Si la position sociale et la capacité de lutte de la classe ouvrière ont décliné de façon si drastique au cours des 15 dernières années, c'est précisément parce que ses actions et son horizon politiques sont limités aux pressions contre le patronat et ses serviteurs politiques. La véritable puissance de la classe ouvrière ne sera libérée que lorsque celle-ci deviendra une force politique consciente, lorsqu'elle organisera ses luttes sur un axe internationaliste et socialiste.
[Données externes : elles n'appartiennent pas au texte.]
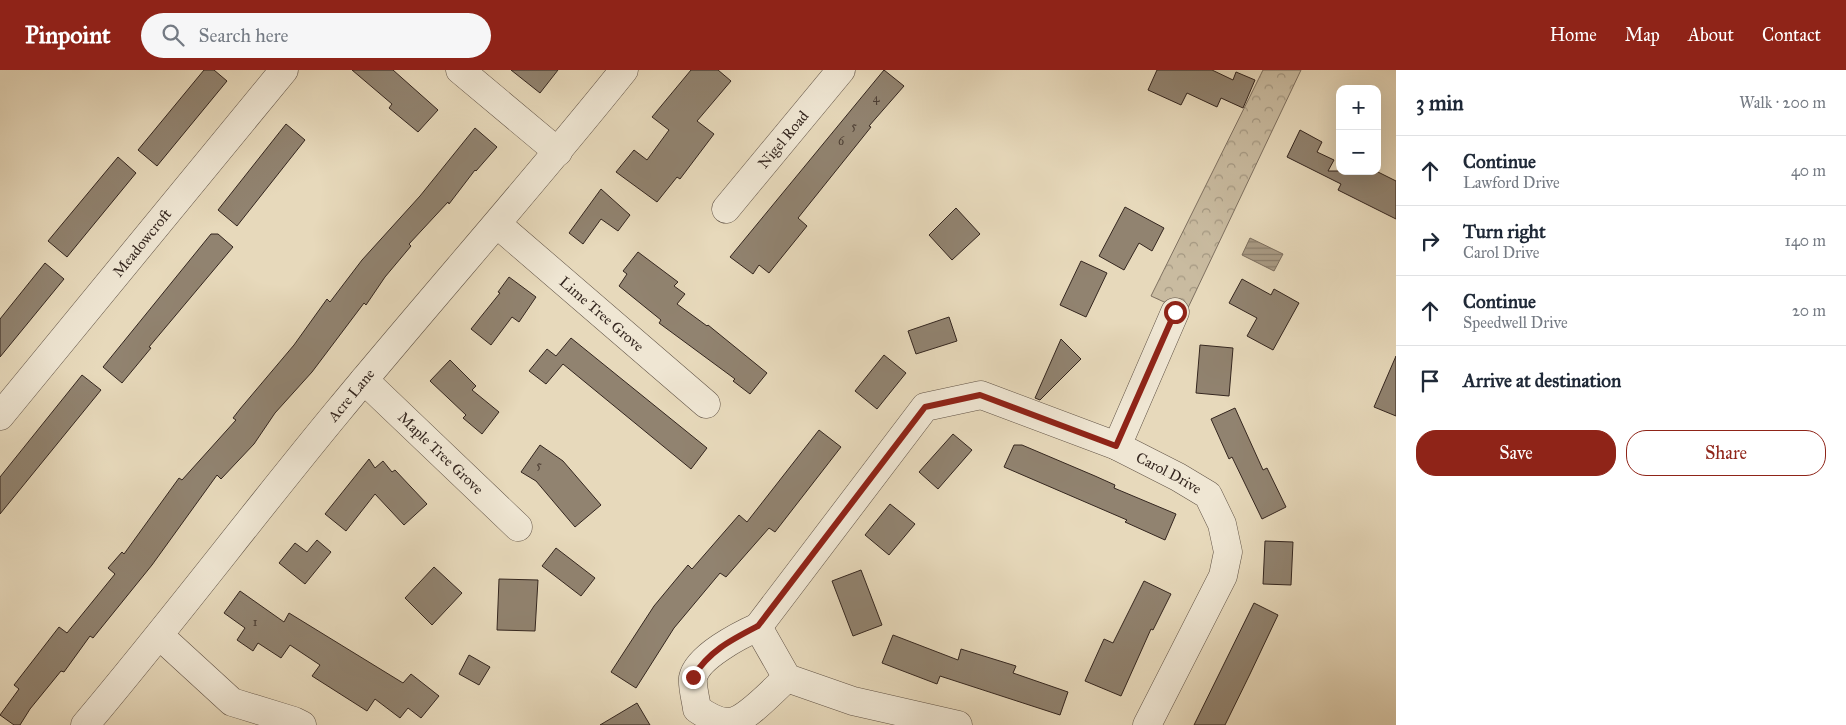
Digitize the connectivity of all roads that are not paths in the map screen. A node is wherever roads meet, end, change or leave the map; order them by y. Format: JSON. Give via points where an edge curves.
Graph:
{"nodes":[{"id":1,"x":284,"y":70,"type":"edge"},
{"id":2,"x":460,"y":70,"type":"edge"},
{"id":3,"x":624,"y":70,"type":"edge"},
{"id":4,"x":841,"y":70,"type":"edge"},
{"id":5,"x":558,"y":152,"type":"junction"},
{"id":6,"x":726,"y":208,"type":"dead end"},
{"id":7,"x":497,"y":224,"type":"junction"},
{"id":8,"x":1175,"y":312,"type":"dead end"},
{"id":9,"x":364,"y":380,"type":"junction"},
{"id":10,"x":706,"y":404,"type":"dead end"},
{"id":11,"x":0,"y":416,"type":"edge"},
{"id":12,"x":1116,"y":446,"type":"junction"},
{"id":13,"x":518,"y":527,"type":"dead end"},
{"id":14,"x":758,"y":626,"type":"junction"},
{"id":15,"x":160,"y":636,"type":"junction"},
{"id":16,"x":787,"y":678,"type":"junction"},
{"id":17,"x":85,"y":725,"type":"edge"},
{"id":18,"x":302,"y":725,"type":"edge"},
{"id":19,"x":958,"y":725,"type":"edge"},
{"id":20,"x":1147,"y":725,"type":"edge"}],
"edges":[{"from":1,"to":11,"type":"street","name":"Meadowcroft"},
{"from":2,"to":5,"type":"street"},
{"from":3,"to":5,"type":"street","name":"Acre Lane"},
{"from":4,"to":6,"type":"street","name":"Nigel Road"},
{"from":5,"to":7,"type":"street","name":"Acre Lane"},
{"from":7,"to":9,"type":"street","name":"Acre Lane"},
{"from":7,"to":10,"type":"street","name":"Lime Tree Grove"},
{"from":8,"to":12,"type":"street"},
{"from":9,"to":13,"type":"street","name":"Maple Tree Grove"},
{"from":9,"to":15,"type":"street","name":"Acre Lane","via":[[281,480]]},
{"from":12,"to":14,"type":"street","name":"Carol Drive","via":[[980,395],[925,407]]},
{"from":12,"to":20,"type":"street","name":"Carol Drive","via":[[1208,495],[1222,524],[1228,552],[1223,576]]},
{"from":14,"to":16,"type":"street"},
{"from":14,"to":16,"type":"street","via":[[704,660],[693,677],[697,709],[710,718],[729,722],[745,715]]},
{"from":15,"to":17,"type":"street","name":"Acre Lane"},
{"from":15,"to":18,"type":"street","via":[[232,702]]},
{"from":16,"to":19,"type":"street","via":[[853,701]]}]}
Les manifestations, les grèves et les occupations ne peuvent faire avancer la cause de la classe ouvrière que si elles visent à défaire le carcan politique où l'ont emprisonnée depuis si longtemps les bureaucrates syndicaux et néodémocrates, et que si elles fournissent aux travailleurs une nouvelle orientation.

La lutte du POI pour la construction d'une nouvelle direction révolutionnaire au sein de la classe ouvrière est axée sur trois principes fondamentaux:

# Pour l'unité de la classe ouvrière internationale dans la lutte commune contre le système capitaliste! Non au nationalisme économique, au séparatisme québécois, au nationalisme canadien et à sa campagne pour «sauver le Canada»! Pour les États-Unis socialistes d'Amérique du Nord!

# Pour une rébellion politique contre les bureaucrates syndicaux!

# Pour un gouvernement ouvrier et des mesures socialistes! La production et la distribution des biens doivent être organisées non pas pour servir la course aux profits du patronat, mais pour répondre aux besoins de la classe ouvrière en matière d'emploi, de logement, d'éducation et de soins de santé.